From the entries, copy out every line in which the word "graph" is found.

** Entries supplied follows **

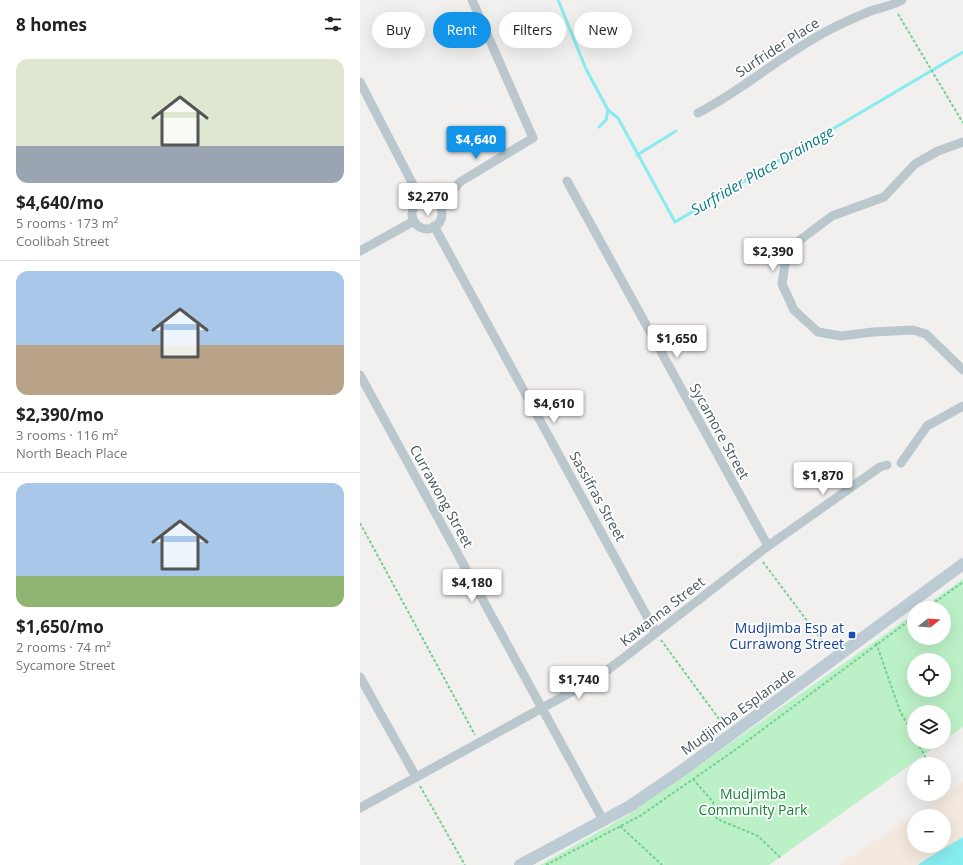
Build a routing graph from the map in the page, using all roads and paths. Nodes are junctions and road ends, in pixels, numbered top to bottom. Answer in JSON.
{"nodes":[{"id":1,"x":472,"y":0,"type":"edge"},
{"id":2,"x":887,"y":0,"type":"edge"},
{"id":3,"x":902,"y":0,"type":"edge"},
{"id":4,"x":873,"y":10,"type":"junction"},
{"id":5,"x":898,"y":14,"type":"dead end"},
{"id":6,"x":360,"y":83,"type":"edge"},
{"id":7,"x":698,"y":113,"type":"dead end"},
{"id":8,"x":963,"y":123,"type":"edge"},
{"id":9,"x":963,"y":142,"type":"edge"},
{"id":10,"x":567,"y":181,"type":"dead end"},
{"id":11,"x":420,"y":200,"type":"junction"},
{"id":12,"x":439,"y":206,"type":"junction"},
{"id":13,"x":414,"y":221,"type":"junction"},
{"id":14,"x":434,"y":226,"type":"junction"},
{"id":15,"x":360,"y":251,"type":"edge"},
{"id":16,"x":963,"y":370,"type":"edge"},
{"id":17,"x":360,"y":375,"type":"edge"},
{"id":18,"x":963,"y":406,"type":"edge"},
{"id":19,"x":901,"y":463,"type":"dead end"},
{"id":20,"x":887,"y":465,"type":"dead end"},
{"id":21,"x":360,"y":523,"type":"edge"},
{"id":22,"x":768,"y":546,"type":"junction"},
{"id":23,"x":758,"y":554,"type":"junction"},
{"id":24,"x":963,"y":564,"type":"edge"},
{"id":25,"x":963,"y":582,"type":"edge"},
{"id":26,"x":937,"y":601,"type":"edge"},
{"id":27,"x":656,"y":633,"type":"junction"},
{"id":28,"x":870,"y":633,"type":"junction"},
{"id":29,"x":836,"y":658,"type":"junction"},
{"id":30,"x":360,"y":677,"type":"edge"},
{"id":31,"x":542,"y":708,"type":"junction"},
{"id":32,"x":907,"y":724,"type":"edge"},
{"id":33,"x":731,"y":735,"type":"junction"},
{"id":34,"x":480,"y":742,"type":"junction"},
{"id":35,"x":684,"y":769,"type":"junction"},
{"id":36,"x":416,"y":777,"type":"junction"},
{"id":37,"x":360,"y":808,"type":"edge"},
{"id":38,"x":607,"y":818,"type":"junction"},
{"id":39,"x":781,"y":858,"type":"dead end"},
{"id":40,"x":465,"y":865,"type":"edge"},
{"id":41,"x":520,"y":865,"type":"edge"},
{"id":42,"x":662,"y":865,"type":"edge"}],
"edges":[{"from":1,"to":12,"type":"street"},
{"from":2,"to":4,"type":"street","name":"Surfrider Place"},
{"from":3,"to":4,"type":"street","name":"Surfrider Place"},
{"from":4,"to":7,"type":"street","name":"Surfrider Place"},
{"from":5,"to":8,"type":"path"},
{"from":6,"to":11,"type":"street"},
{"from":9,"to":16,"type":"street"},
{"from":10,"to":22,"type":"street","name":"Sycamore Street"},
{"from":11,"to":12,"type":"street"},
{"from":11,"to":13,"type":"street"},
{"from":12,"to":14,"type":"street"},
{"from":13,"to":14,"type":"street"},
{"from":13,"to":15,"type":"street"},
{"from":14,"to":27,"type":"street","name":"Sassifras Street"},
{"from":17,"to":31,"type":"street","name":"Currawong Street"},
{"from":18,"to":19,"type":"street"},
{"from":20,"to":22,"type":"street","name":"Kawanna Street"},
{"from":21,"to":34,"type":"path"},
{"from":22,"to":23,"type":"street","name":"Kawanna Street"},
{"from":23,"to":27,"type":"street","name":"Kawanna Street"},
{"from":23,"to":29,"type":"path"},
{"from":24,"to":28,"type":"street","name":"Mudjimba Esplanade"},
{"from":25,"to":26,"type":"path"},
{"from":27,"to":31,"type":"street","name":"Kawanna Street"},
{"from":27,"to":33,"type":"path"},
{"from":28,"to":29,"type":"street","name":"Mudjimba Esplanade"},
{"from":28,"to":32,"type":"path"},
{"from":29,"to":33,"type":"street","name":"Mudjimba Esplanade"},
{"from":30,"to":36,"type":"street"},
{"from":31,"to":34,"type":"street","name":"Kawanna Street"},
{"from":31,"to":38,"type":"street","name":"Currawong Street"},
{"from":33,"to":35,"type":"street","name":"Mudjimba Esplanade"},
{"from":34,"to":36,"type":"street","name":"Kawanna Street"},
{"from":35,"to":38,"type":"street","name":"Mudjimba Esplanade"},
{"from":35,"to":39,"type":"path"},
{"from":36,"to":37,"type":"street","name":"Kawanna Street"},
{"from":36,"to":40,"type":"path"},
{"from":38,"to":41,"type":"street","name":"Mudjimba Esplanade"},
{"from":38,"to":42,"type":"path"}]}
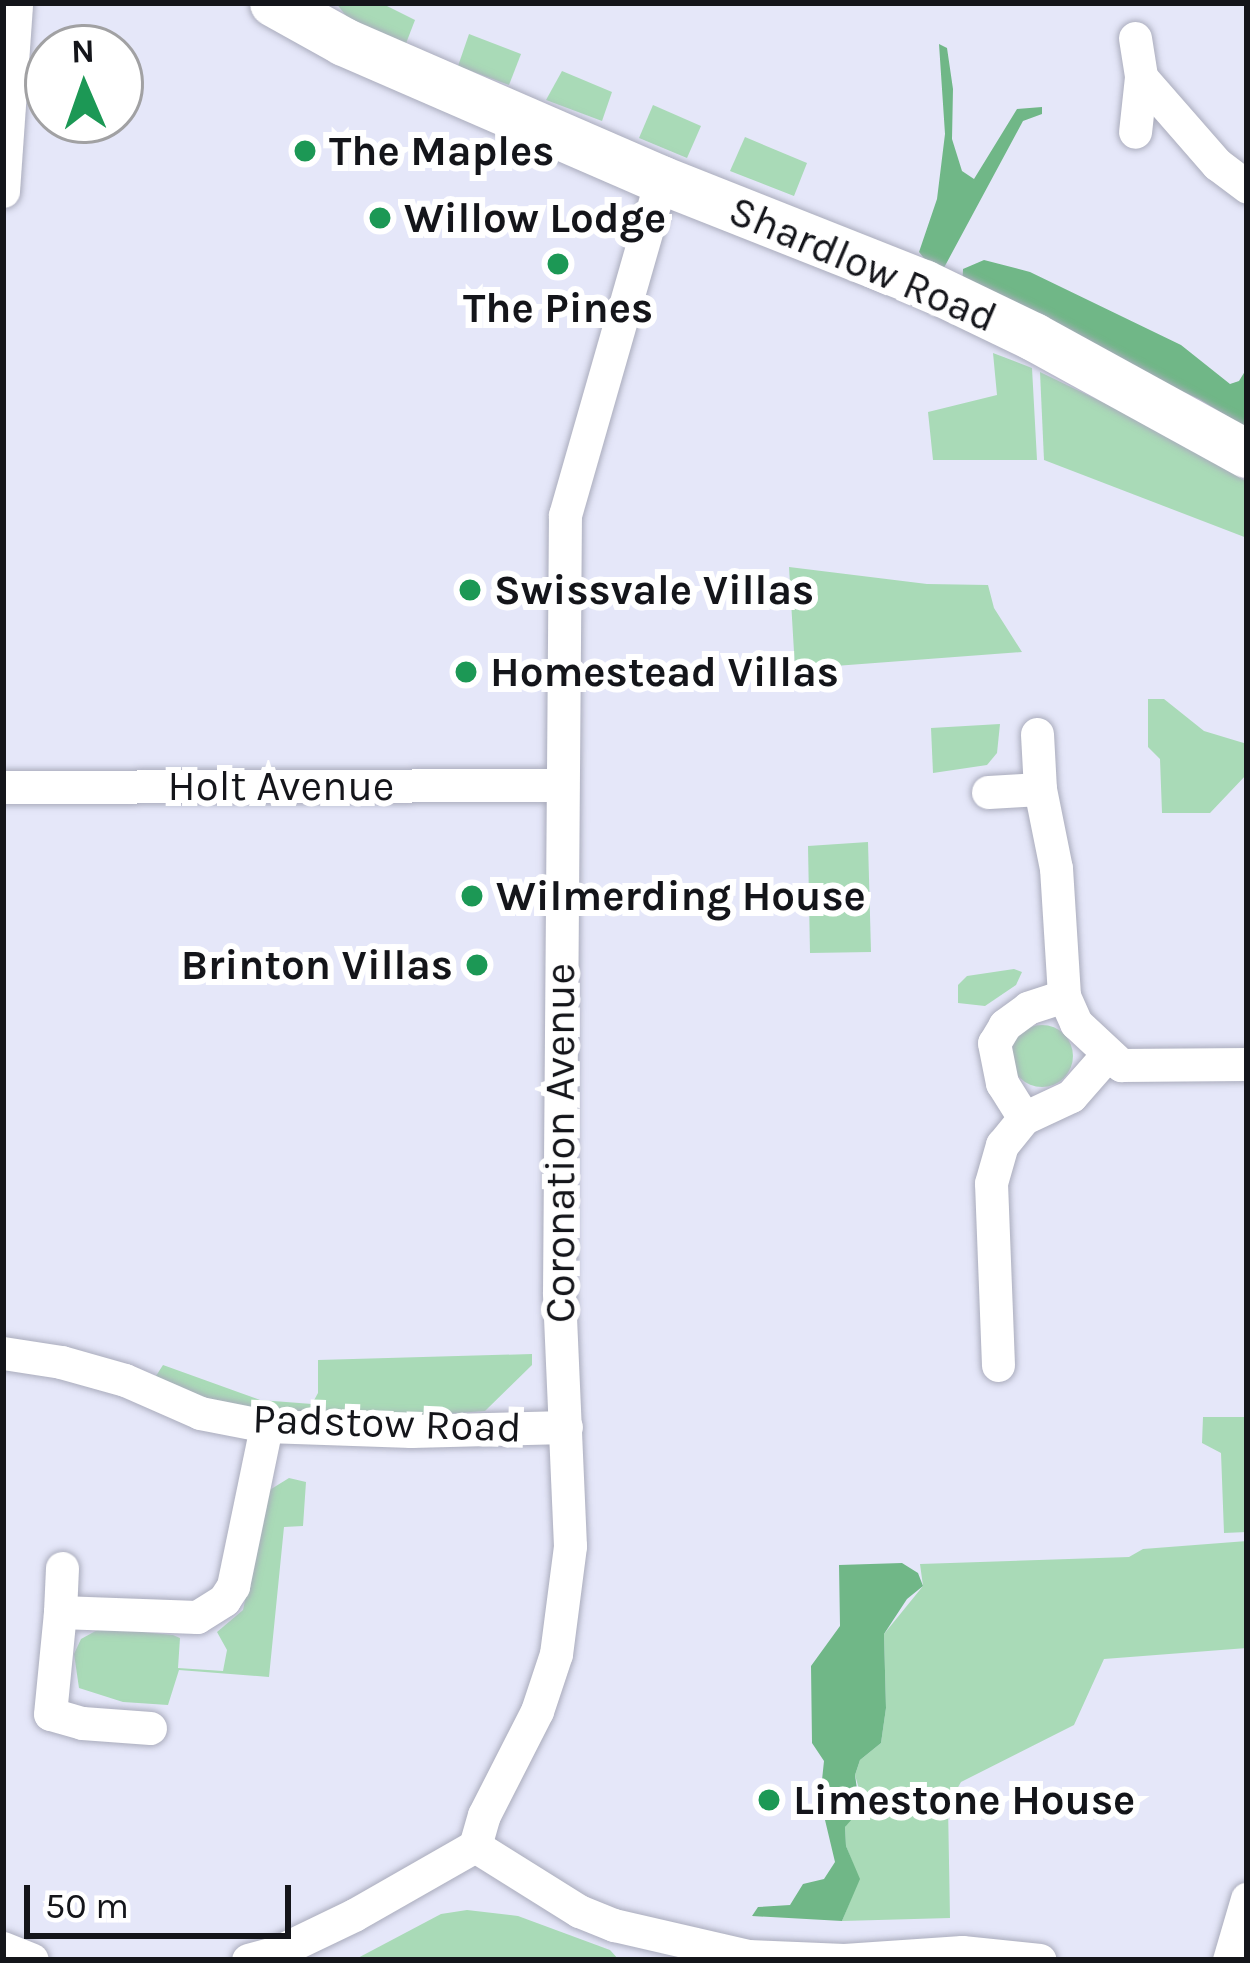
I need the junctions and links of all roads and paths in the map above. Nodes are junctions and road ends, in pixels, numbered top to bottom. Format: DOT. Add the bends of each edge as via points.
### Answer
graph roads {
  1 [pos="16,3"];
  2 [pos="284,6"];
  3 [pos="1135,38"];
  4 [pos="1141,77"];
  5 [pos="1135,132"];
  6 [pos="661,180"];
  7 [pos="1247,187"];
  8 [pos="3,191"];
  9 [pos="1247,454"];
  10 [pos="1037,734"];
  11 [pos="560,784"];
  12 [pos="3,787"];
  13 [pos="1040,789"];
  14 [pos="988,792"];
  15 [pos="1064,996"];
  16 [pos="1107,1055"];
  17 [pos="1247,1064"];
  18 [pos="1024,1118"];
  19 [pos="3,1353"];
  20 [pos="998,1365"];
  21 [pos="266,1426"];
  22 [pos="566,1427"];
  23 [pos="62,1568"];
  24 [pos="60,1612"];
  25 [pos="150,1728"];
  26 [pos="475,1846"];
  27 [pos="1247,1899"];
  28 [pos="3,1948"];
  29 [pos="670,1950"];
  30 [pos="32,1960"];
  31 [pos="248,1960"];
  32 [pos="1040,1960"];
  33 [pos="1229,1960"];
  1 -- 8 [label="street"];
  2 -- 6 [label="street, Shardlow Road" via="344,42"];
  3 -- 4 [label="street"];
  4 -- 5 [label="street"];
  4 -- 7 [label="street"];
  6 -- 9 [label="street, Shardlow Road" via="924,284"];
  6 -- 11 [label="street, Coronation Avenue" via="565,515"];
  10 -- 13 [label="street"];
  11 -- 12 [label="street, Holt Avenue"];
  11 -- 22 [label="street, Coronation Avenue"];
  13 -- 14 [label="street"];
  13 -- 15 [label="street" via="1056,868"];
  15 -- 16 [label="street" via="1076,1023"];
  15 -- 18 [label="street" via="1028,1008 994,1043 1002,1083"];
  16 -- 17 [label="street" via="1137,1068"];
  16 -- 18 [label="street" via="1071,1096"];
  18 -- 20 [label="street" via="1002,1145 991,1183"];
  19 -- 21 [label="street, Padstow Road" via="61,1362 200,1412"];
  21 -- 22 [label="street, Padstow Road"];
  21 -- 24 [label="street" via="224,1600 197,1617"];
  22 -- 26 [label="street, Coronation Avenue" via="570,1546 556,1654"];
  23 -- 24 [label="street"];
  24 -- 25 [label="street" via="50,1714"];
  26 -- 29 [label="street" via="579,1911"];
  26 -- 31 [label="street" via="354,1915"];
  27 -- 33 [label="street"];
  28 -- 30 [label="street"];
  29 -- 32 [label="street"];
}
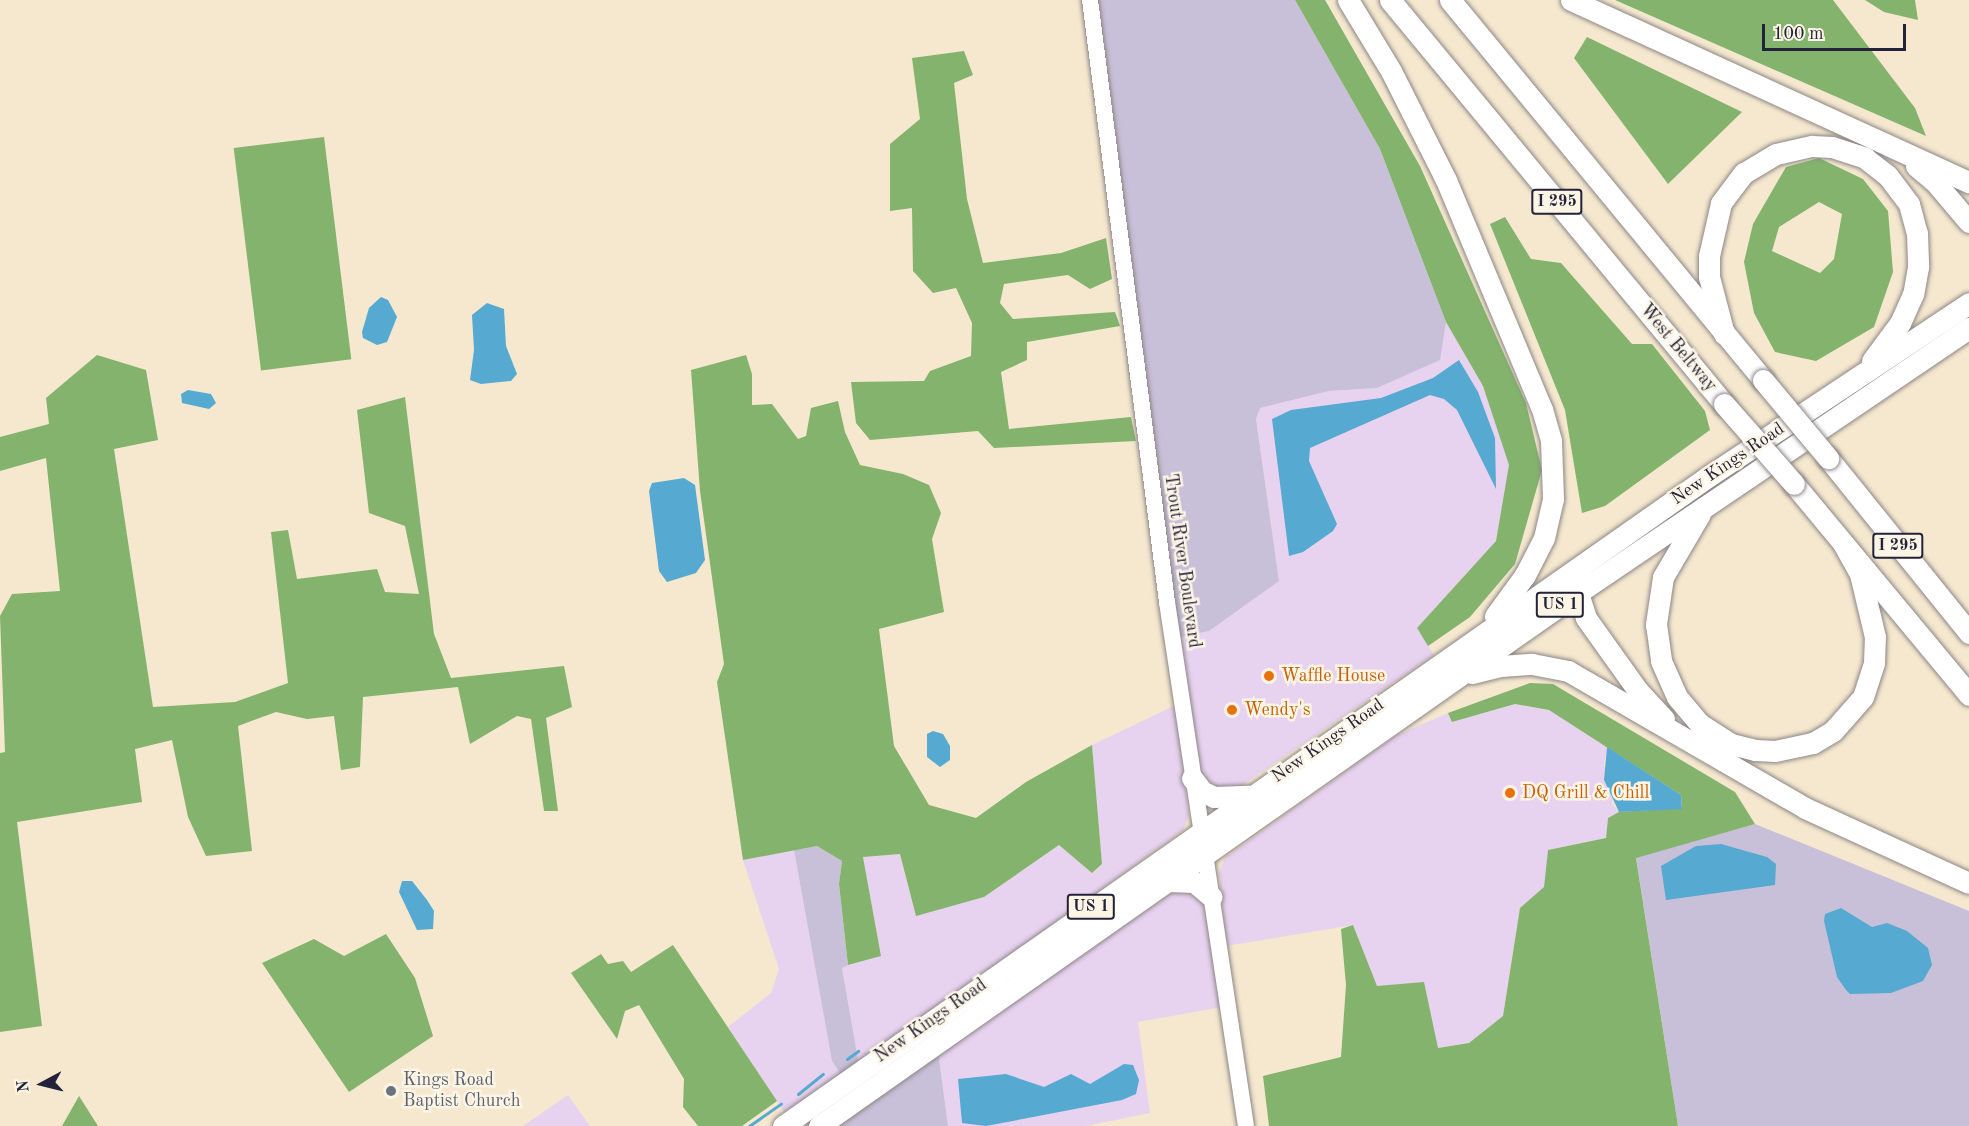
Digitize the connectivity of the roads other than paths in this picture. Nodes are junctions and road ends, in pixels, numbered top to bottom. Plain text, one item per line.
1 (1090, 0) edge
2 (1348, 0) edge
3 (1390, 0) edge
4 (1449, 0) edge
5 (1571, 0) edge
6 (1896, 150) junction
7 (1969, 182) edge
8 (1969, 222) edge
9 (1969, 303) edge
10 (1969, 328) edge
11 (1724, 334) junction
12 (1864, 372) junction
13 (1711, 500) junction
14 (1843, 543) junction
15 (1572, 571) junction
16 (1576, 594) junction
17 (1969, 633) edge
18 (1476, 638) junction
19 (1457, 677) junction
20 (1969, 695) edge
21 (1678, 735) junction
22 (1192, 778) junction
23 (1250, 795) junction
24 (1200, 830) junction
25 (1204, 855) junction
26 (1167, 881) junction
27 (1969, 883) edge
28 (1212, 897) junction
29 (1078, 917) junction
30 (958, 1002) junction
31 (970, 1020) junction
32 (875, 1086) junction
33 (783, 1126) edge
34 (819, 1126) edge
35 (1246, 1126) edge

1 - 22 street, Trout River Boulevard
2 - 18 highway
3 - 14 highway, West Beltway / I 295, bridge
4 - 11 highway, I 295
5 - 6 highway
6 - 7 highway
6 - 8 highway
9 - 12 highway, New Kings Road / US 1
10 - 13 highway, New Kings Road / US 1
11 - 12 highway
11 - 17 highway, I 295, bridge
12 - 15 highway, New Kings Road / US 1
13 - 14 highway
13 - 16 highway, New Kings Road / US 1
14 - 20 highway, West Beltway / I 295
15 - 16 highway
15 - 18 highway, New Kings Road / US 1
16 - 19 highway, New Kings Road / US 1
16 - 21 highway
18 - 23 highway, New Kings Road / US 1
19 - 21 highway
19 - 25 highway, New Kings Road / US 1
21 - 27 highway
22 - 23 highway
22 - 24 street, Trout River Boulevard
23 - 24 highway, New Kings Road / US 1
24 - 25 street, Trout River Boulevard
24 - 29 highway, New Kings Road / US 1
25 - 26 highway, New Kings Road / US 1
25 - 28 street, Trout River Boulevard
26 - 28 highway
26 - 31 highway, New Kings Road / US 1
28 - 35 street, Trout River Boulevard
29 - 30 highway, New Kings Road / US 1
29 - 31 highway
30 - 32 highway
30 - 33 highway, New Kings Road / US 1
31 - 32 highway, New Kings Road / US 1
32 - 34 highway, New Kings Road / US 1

** End of Entries supplied **

_Task solution_.
Build a routing graph from the map in the page, using all roads and paths. Nodes are junctions and road ends, in pixels, numbered top to bottom. Answer in JSON.
graph roads {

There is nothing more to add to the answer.